Wenn derzeit das Stichwort Pressefreiheit fällt, dann meist im Zusammenhang mit der Türkei. Doch auch in Berlin werden Journalisten in ihrer Arbeit eingeschränkt oder dabei bedroht, wie die Antwort des Senats auf eine kleine Anfrage des grünen Abgeordneten Stefan Gelbhaar zeigt. Danach hat die Polizei im Jahr 2016 insgesamt 29 Fälle von tätlichen Angriffen, Drohungen oder Einschüchterungsversuchen registriert.
Verglichen mit Diktaturen und Quasi-Diktaturen ist das eine geringe Zahl. Aber: „Viele Übergriffe und Anfeindungen werden mutmaßlich gar nicht zur Anzeige gebracht“, glaubt Gelbhaar. Für die Polizei ist der Umgang mit Taten dieser Motivation neu: Vergleichszahlen aus früheren Jahren liegen nicht vor, da die Polizei bundesweit erst seit 2016 eine Statistik mit „gegen Medien“ gerichteten Straftaten führe, schreibt die Justizverwaltung in der Antwort auf die Anfrage.
Aufgelistet sind dort nur jene Fälle, die sich gegen einzelne Personen richten, und nicht jene gegen Medieneinrichtungen, also etwa Schmierereien an Verlagshäusern. Und mehr als die Hälfte der 29 Straftaten bezieht sich auf ein von einer Journalistin auf Youtube veröffentlichtes Video: In 16 Fällen ermittelt die Polizei gegen Youtube-Nutzer, die zu dem Video mutmaßlich beleidigende oder antisemitische Kommentare geschrieben hatten.
Mehrere weitere Straftaten werden Rechtsextremen zugeschrieben, darunter ein im April auf Facebook veröffentlichter Steckbrief mit 20 Namen und Fotos von dort als „Antifa-Fotografen“ bezeichneten Fotojournalisten sowie Einschüchterungsversuche bei Menschen, die über rechte Kundgebungen berichteten.
Ermittlungen gegen Linke
Ähnliche Ermittlungen laufen laut der Aufzählung gegen Linke, etwa nachdem laut Polizei eine „dunkel gekleidete Person“ einer Journalisten auf einer Demo „für Freiräume“ im Februar das Mikrofon entrissen habe. Meist wird wegen Beleidigung ermittelt, in wenige Fällen auch wegen Körperverletzung und dem Verstoß gegen das Kunsturhebergesetz, wenn offenbar Bilder unerlaubt im Netz verbreitet wurden.

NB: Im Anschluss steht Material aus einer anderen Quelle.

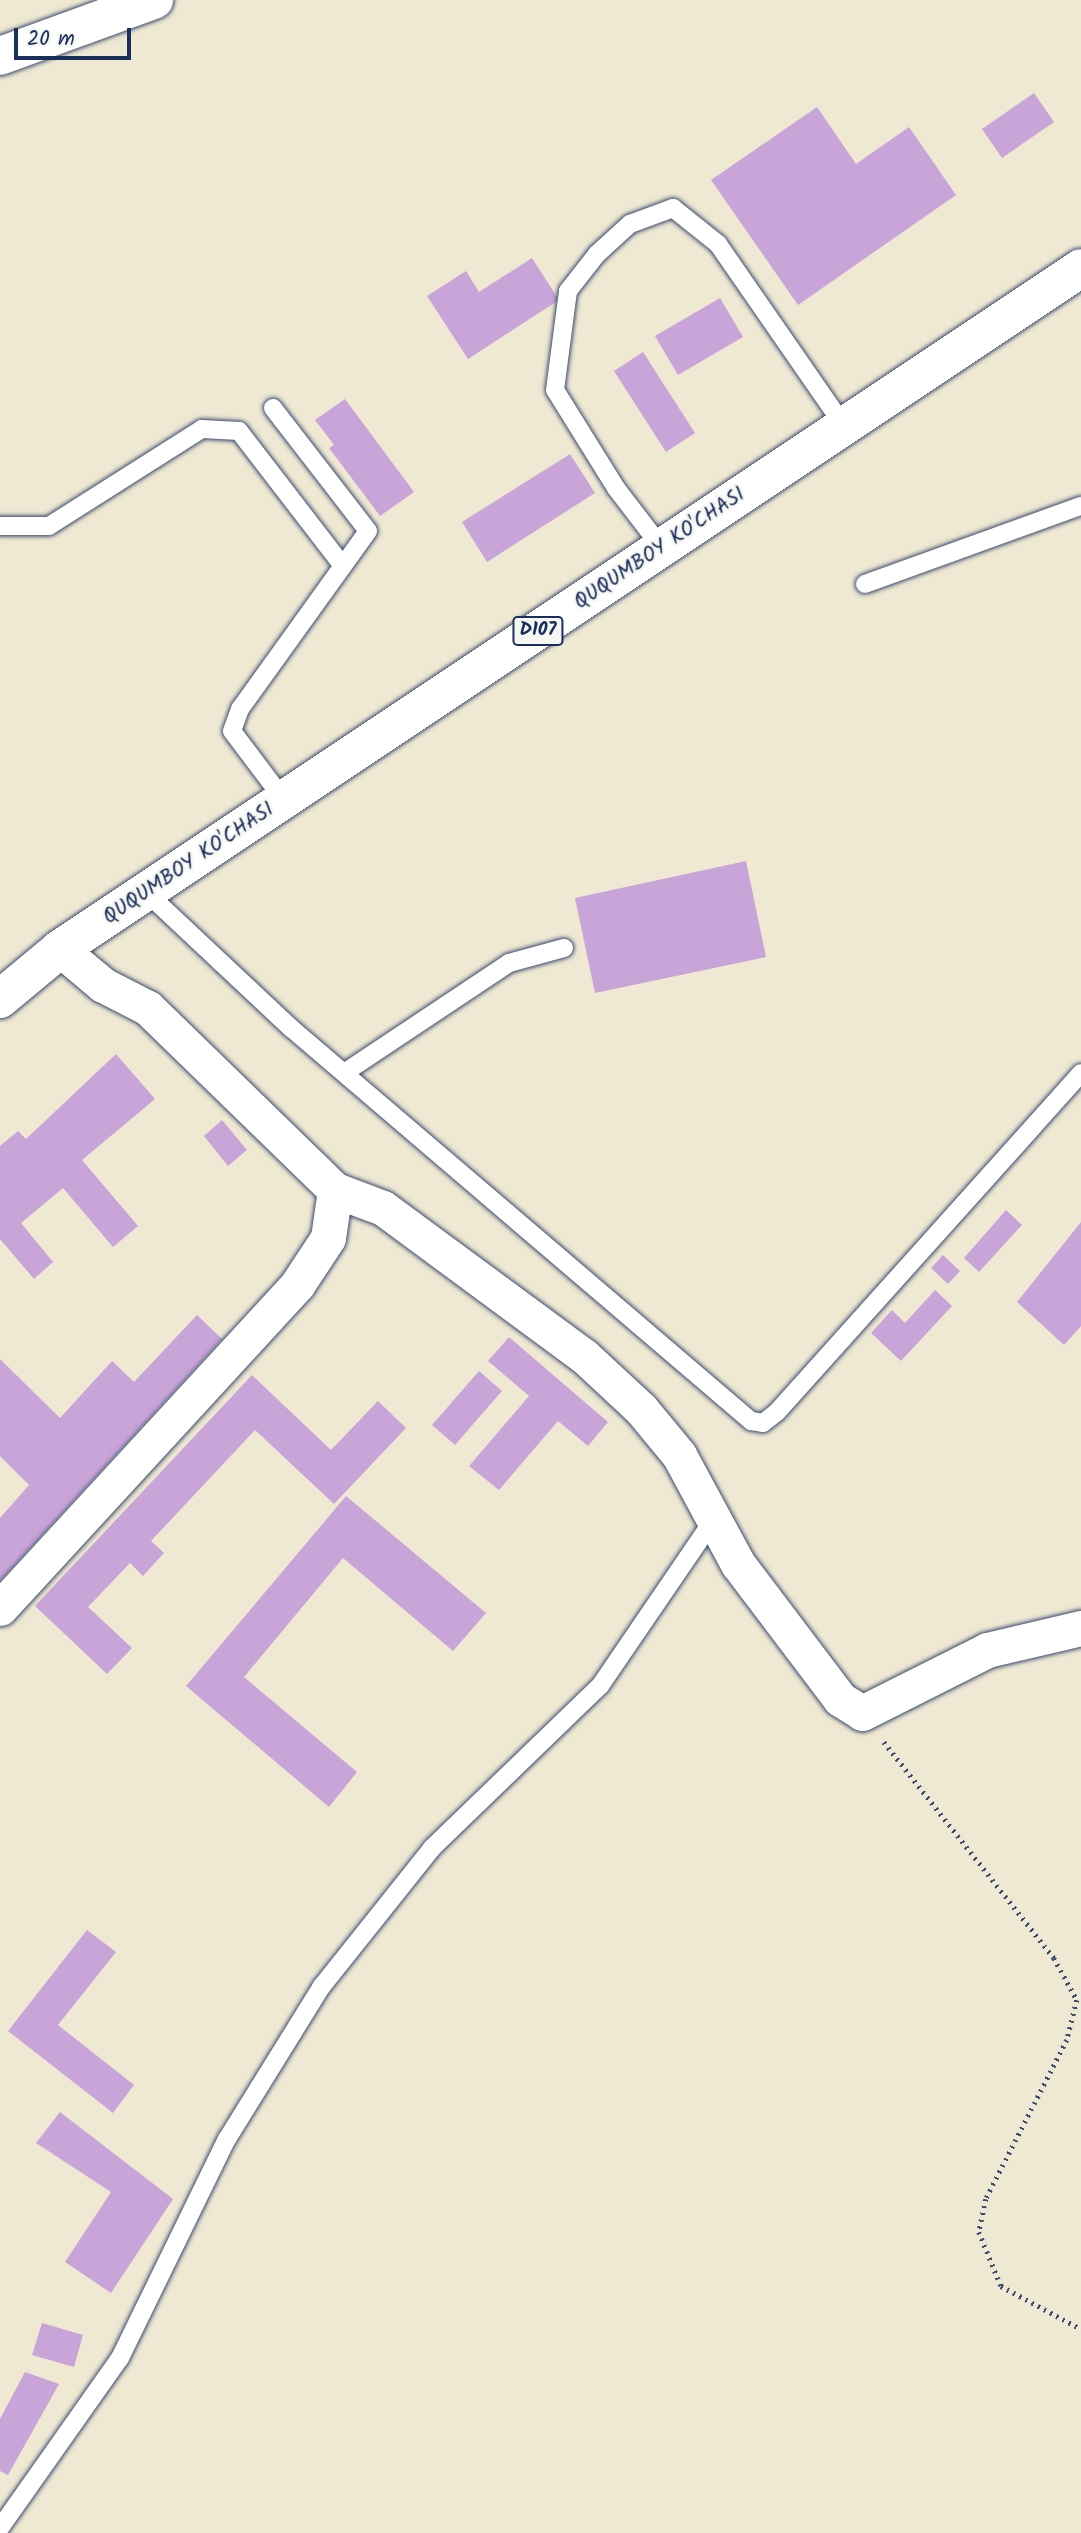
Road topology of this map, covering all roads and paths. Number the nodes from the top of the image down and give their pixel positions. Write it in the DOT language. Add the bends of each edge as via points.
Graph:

Seit gut drei Jahren haben Bedrohungen und Beleidigungen von Journalisten sprunghaft zugenommen, berichtet Andreas Köhn, Verdi-Landesfachbereichsleiter Medien. Er macht dafür den Beginn der Pediga-Demos sowie ihre Ableger auch in Berlin verantwortlich und den damit salonfähig gewordenen Pauschalvorwurf der „Lügenpresse“. „Seit 2014 kann man von einer jährlichen Verdoppelung reden“, sagt Köhn.
Etwa 70 Anfragen nur aus Berlin, wie man mit solchen Beschimpfungen und Drohungen umgehen solle, habe Verdi 2017 bekommen. Selbst Journalisten, die positiv über die Rechtsausleger berichten, seien betroffen. „Wir empfehlen, alle Vorfälle anzuzeigen und mit der eigenen Email-Adresse sorgfältig umzugehen“, sagt Köhn.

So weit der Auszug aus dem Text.